Saved data entries
--*--
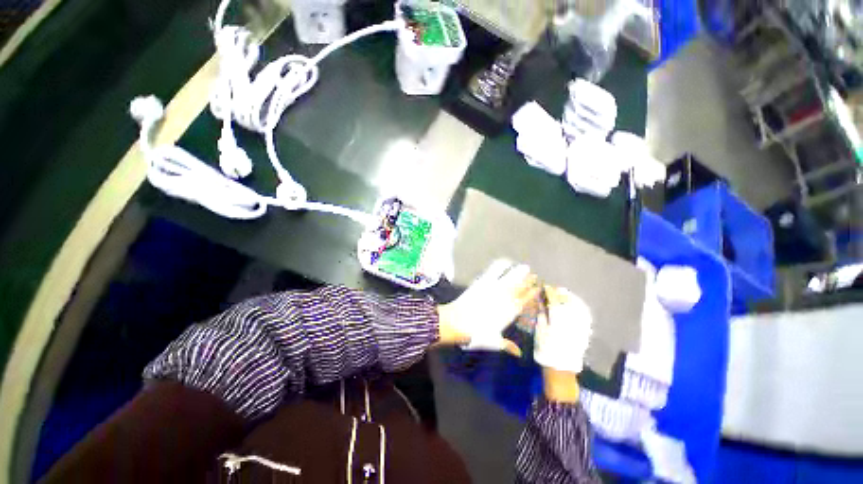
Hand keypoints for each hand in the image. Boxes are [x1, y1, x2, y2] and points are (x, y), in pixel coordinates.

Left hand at [437, 259, 538, 356]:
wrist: (458, 321)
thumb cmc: (476, 333)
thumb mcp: (494, 341)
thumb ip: (508, 346)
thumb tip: (519, 354)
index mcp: (510, 312)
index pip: (525, 301)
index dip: (532, 294)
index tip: (538, 288)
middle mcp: (506, 298)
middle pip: (521, 287)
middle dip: (528, 281)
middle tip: (534, 275)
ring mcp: (495, 288)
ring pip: (512, 278)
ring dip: (519, 272)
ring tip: (525, 267)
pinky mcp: (483, 281)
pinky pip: (495, 271)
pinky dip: (502, 265)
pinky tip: (506, 261)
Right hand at [534, 286, 592, 374]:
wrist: (561, 367)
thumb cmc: (546, 347)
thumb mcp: (539, 329)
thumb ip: (541, 313)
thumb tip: (541, 301)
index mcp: (557, 316)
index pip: (553, 298)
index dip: (549, 291)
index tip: (545, 287)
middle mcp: (571, 317)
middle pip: (567, 299)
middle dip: (561, 293)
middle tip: (555, 289)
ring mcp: (580, 324)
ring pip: (578, 305)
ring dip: (571, 298)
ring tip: (566, 294)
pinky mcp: (586, 330)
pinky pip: (585, 314)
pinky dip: (581, 307)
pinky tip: (577, 305)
--*--
### What is being asked:
Lines that include the word "middle" are to be extracted from the data above.

### Response to this exercise:
middle mcp: (506, 298)
middle pip: (521, 287)
middle dip: (528, 281)
middle tip: (534, 275)
middle mcp: (571, 317)
middle pip: (567, 299)
middle dip: (561, 293)
middle tip: (555, 289)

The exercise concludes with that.